Qu’on se rassure, Yaoundé n’est pas une zone de non-droit. Très souvent, la police interrompt à temps les apprentis Torquemada dans leur élan de justiciers du vendredi. Néanmoins, le phénomène est intéressant du point de vue sociologique. À l’instar de la plupart des capitales subsahariennes, Yaoundé est une ville clivée, avec des niveaux d’inégalité parfois abyssaux. Seulement, avec le temps, la ségrégation socio spatiale en vigueur dans cette cité d’origine coloniale a vite cédé le pas à une mixité de fait.

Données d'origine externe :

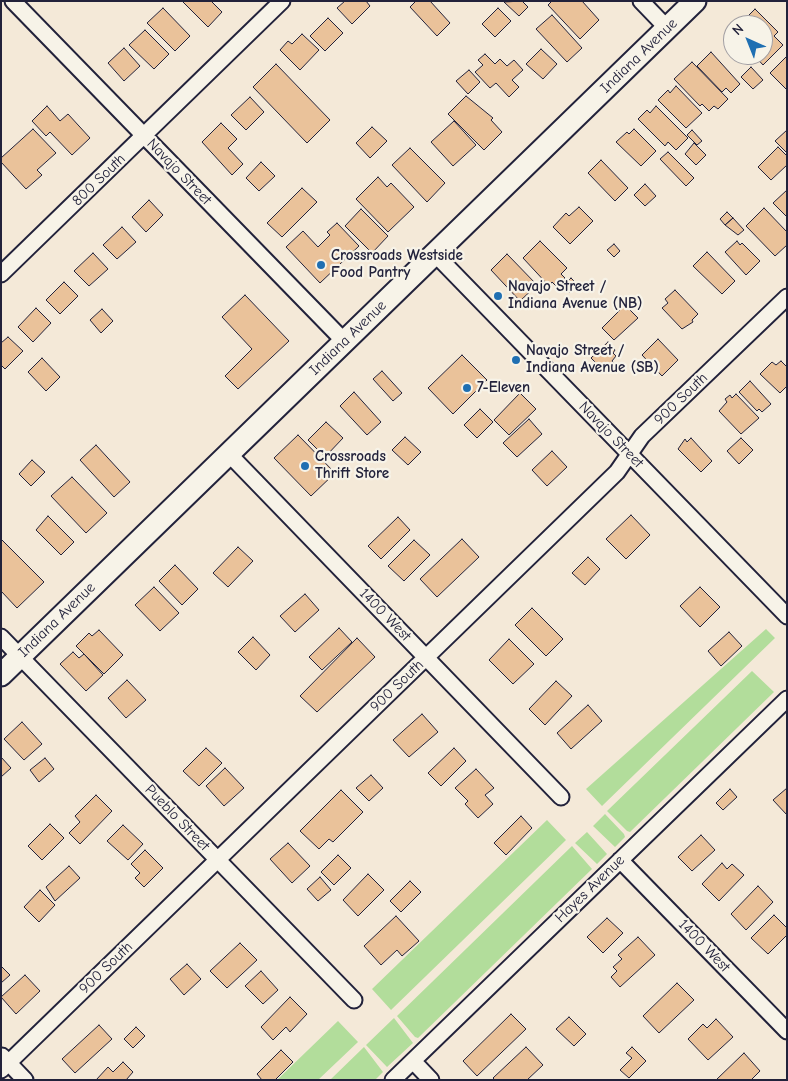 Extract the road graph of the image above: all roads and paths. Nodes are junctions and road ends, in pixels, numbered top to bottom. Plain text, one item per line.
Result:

Dans les quartiers, riches et pauvres se côtoient au gré du rêve camerounais, qui tantôt fabrique des success-story difficiles à retracer, tantôt désagrège le tissu social au gré des faillites et des licenciements économiques, préludes à la précarité.

Uniforme jaune moutarde

La différence entre classes tient aux hauts murs érigés autour des bâtisses des nantis et aux gardiens en uniforme jaune moutarde chargés de dissuader les quémandeurs, les amis de circonstance, la famille élargie – aux problèmes tout aussi tentaculaires et insolubles, et qui arrive toujours sans prévenir, moins par impolitesse que par tactique, l’effet de surprise ayant fait ses preuves depuis des millénaires. Il existe heureusement des agoras où circule le peuple sans distinction de classe sociale : les rues. Moto ou au volant d’une énorme cylindrée, chacun y profite d’une part de l’illusion égalitaire, criant sa rage, sans qu’on sache si ces invectives sont destinées aux nombreux chauffards ou à un système qui oppresse au tant qu’il délaisse.

En cas d’accident impliquant l’un de ceux qu’on soupçonne, à tort ou à raison, d’être de la caste des « mangeurs », c’est la curée : entre l’ambulancier, le brancardier ou l’assureur, le malheureux passe par toutes les cases symbolisant les échecs du système dont il est censé profiter, dans un simulacre de justice aussi inique que celle subie au quotidien. Ces incidents, souvent, se terminent plutôt bien. Sauf en cas de décès de l’un des accidentés. Mais ça, c’est une toute autre histoire.